With regard to that stuff I learned about my childhood from Ms. Lawlor’s elegant presentation of her own, very little more need be said. She rebelled against the lock-step demanded by her Cold Warrior and Catholic parents because they presented a united if artificial front when enforcing the patterns of their lifestyle, something that is surely true even though one often gets the feeling that Frannie sometimes found the life as constricting as her daughters did. As I read this frequently painful story, I came to realize that I did not rebel against the life my father seemed bent on demanding of me because he did not have the same support from his wife as Jack did. My mother, though uneducated like my dad and the product of the same immigrant experience, thought that everything I did was “marvelous,” as Frannie might have, but she acted upon it, and this approval allowed me to begin building an alternative life much before a final clash came with my father. In fact, so free was my nearly subversive childhood, so lacking was it in any but self-imposed discipline that when I went to graduate school, I fell in love—at least momentarily—with what later seemed the lunatic discipline of my chosen scholarly pursuits, a revelation that came with no little embarrassment. After closing Ms. Lawlor’s book, I felt good that I’d escaped the life envisioned for me by my old man but chagrined as well that I’d grown pre-maturely middle aged in grad school and never would have answered the call to the barricades in Paris. Thanks for that, Mary.” (James Nechas)
Reviews on Goodreads
“This book is a terrific read. Mary Lawlor’s experiences of the 60’s were so different from mine, but ring so true. I was transported back to that time and the difficulty and joy of growing up in the 60’s. Her experiences are illuminated by elegant research of the times that brings the adventures of her family into high relief. Her parents– distant, self-absorbed, and demanding– come alive as beautiful but flawed people doing their best. I became one of the family as I read this book, and I didn’t want it to end. This is a great book about an American family!”

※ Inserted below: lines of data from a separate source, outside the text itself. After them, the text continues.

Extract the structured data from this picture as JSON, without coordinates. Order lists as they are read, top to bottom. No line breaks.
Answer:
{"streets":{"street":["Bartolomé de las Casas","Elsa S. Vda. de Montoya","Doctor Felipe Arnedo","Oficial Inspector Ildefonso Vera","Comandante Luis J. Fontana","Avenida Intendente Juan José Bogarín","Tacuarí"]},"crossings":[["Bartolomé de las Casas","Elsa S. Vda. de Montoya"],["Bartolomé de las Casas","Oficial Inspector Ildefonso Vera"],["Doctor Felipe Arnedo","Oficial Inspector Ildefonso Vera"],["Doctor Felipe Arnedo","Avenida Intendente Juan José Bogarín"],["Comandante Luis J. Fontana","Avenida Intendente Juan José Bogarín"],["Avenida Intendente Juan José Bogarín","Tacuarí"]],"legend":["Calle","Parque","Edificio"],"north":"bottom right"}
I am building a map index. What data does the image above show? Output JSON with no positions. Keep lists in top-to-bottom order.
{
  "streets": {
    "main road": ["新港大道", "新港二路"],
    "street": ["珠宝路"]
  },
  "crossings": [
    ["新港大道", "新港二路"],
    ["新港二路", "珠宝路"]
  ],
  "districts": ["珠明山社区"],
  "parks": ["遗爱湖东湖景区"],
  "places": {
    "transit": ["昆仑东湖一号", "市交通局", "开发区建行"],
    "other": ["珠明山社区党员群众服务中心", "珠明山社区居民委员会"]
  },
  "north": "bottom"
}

“Lawlor tells her story of growing up in a military home during the cold war, individuation during the 60s, and personal wrestling with issues of family, faith, politics, and ideals. This is an important book because it gives a poignant perspective of the generation gap between the WWII generation and the baby-boomers. Well-written, I especially enjoyed the photographs, the descriptions of the 60s, and the powerful story of struggle and tension between family allegiances and personal ideals and values.”
“This book really tells what it was like to be a child of the cold war. Lawlor captures the essence of the confusion of young adulthood–being buffeted about by circumstances and personal conflicts (with her father) echoed in conflicts that were happening in the larger world. Very well written and realized. I highly recommend reading it.”